In the OMB’s 2013 report, auditors detailed how the last shutdown hurt the broader travel industry and local businesses.
If families who had been planning to visit the Smithsonian canceled their travel plans, for example, that would hurt attendance at other venues like the National Gallery of Art.
"This has a real effect on folks and it's not just federal employees, although they are very much affected by it," said Berger with the Center for American Progress.
As the prospects of an eleventh-hour compromise grow dim Friday, mixed messages from 1600 Pennsylvania Avenue offer little consolation.
Just this past May, President Donald Trump tweeted that “our country needs a good ‘shutdown.’” White House Press Secretary Sarah Huckabee Sanders now denies that Trump wants a shutdown, but the president offered conflicting assessments hours apart Thursday of the short-term spending bill that would fund the government through Feb. 16.

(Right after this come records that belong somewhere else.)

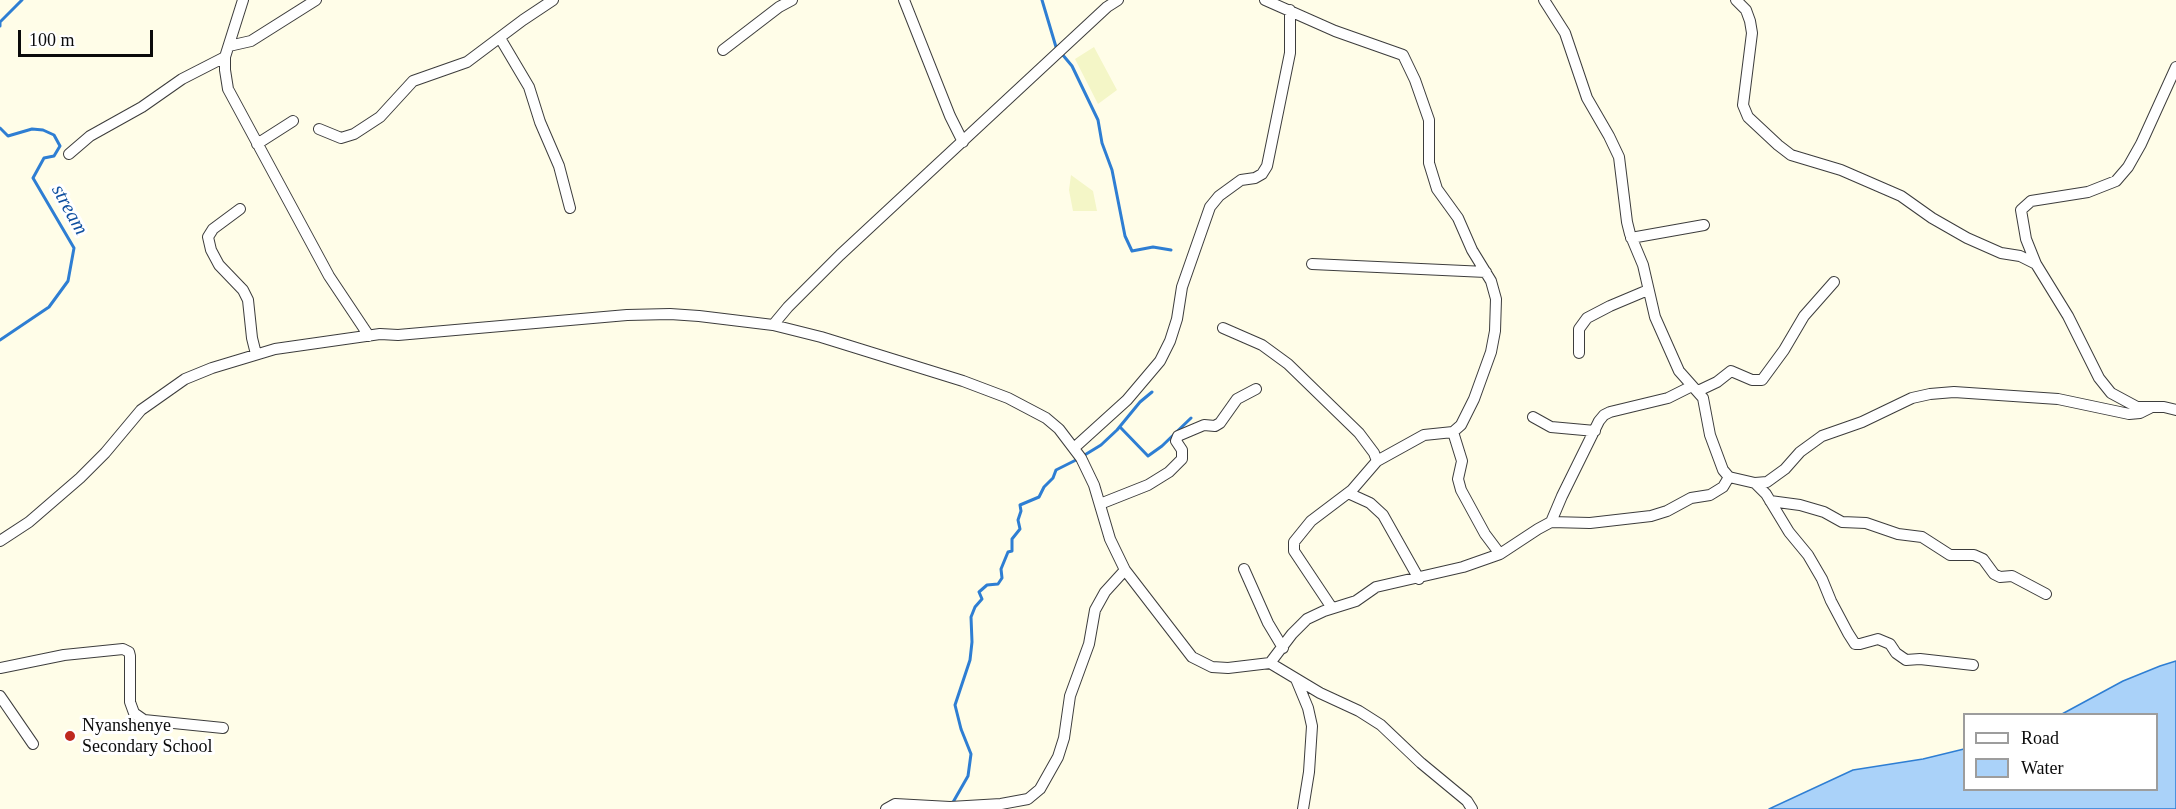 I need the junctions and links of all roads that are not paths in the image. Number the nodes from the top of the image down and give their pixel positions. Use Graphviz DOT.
graph roads {
  1 [pos="243,0"];
  2 [pos="316,0"];
  3 [pos="553,0"];
  4 [pos="792,0"];
  5 [pos="904,0"];
  6 [pos="1118,0"];
  7 [pos="1265,0"];
  8 [pos="1544,0"];
  9 [pos="1736,0"];
  10 [pos="1290,10"];
  11 [pos="500,38"];
  12 [pos="229,46"];
  13 [pos="723,50"];
  14 [pos="225,57"];
  15 [pos="2176,67"];
  16 [pos="293,121"];
  17 [pos="319,129"];
  18 [pos="963,142"];
  19 [pos="257,144"];
  20 [pos="69,154"];
  21 [pos="570,208"];
  22 [pos="240,210"];
  23 [pos="1704,225"];
  24 [pos="1631,238"];
  25 [pos="1312,264"];
  26 [pos="2037,264"];
  27 [pos="1486,272"];
  28 [pos="1834,282"];
  29 [pos="1648,290"];
  30 [pos="773,325"];
  31 [pos="1223,328"];
  32 [pos="369,336"];
  33 [pos="1579,353"];
  34 [pos="256,354"];
  35 [pos="1695,388"];
  36 [pos="1256,389"];
  37 [pos="2150,408"];
  38 [pos="2176,410"];
  39 [pos="1533,417"];
  40 [pos="1594,431"];
  41 [pos="1453,432"];
  42 [pos="1074,448"];
  43 [pos="1377,461"];
  44 [pos="1729,477"];
  45 [pos="1755,483"];
  46 [pos="1348,493"];
  47 [pos="1770,501"];
  48 [pos="1100,504"];
  49 [pos="1551,522"];
  50 [pos="0,541"];
  51 [pos="1500,554"];
  52 [pos="1244,569"];
  53 [pos="1125,570"];
  54 [pos="1419,579"];
  55 [pos="2046,594"];
  56 [pos="1332,608"];
  57 [pos="1283,648"];
  58 [pos="1270,663"];
  59 [pos="1973,665"];
  60 [pos="0,668"];
  61 [pos="1296,679"];
  62 [pos="0,696"];
  63 [pos="223,728"];
  64 [pos="33,744"];
  65 [pos="1027,804"];
  66 [pos="886,809"];
  67 [pos="1303,809"];
  68 [pos="1472,809"];
  1 -- 12 [label="street"];
  2 -- 12 [label="street"];
  3 -- 11 [label="street"];
  4 -- 13 [label="street"];
  5 -- 18 [label="street"];
  6 -- 18 [label="street"];
  7 -- 10 [label="street"];
  8 -- 24 [label="street"];
  9 -- 26 [label="street"];
  10 -- 27 [label="street"];
  10 -- 42 [label="street"];
  11 -- 17 [label="street"];
  11 -- 21 [label="street"];
  12 -- 14 [label="street"];
  14 -- 19 [label="street"];
  14 -- 20 [label="street"];
  15 -- 26 [label="street"];
  16 -- 19 [label="street"];
  18 -- 30 [label="street"];
  19 -- 32 [label="street"];
  22 -- 34 [label="street"];
  23 -- 24 [label="street"];
  24 -- 29 [label="street"];
  25 -- 27 [label="street"];
  26 -- 37 [label="street"];
  27 -- 41 [label="street"];
  28 -- 35 [label="street"];
  29 -- 33 [label="street"];
  29 -- 35 [label="street"];
  30 -- 32 [label="street"];
  30 -- 42 [label="street"];
  31 -- 43 [label="street"];
  32 -- 34 [label="street"];
  34 -- 50 [label="street"];
  35 -- 40 [label="street"];
  35 -- 44 [label="street"];
  36 -- 48 [label="street"];
  37 -- 38 [label="street"];
  37 -- 45 [label="street"];
  39 -- 40 [label="street"];
  40 -- 49 [label="street"];
  41 -- 43 [label="street"];
  41 -- 51 [label="street"];
  42 -- 48 [label="street"];
  43 -- 46 [label="street"];
  44 -- 45 [label="street"];
  44 -- 49 [label="street"];
  45 -- 47 [label="street"];
  46 -- 54 [label="street"];
  46 -- 56 [label="street"];
  47 -- 55 [label="street"];
  47 -- 59 [label="street"];
  48 -- 53 [label="street"];
  49 -- 51 [label="street"];
  51 -- 54 [label="street"];
  52 -- 57 [label="street"];
  53 -- 58 [label="street"];
  53 -- 65 [label="street"];
  54 -- 56 [label="street"];
  56 -- 57 [label="street"];
  57 -- 58 [label="street"];
  58 -- 61 [label="street"];
  60 -- 63 [label="street"];
  61 -- 67 [label="street"];
  61 -- 68 [label="street"];
  62 -- 64 [label="street"];
  65 -- 66 [label="street"];
}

What is clear is that Trump will blame the Democrats if the shutdown happens.
“However, as the deal is negotiated, the president wants to ensure our military and national security are funded,” White House deputy press secretary Raj Shah said in a statement Thursday. “He will not let it be held hostage by Democrats.”
Berger with the Center for American Progress called out this rhetoric.
"In a situation like this where you have a bipartisan deal that's out there – a bipartisan deal on a whole number of issues – with the president sort of barreling toward this shutdown that he's wanted, there will be real costs to that," Berger said. "I think he seems to underplay or even ignore those very real costs. He kind of seems more concerned about his political advantage than the impact on the American people."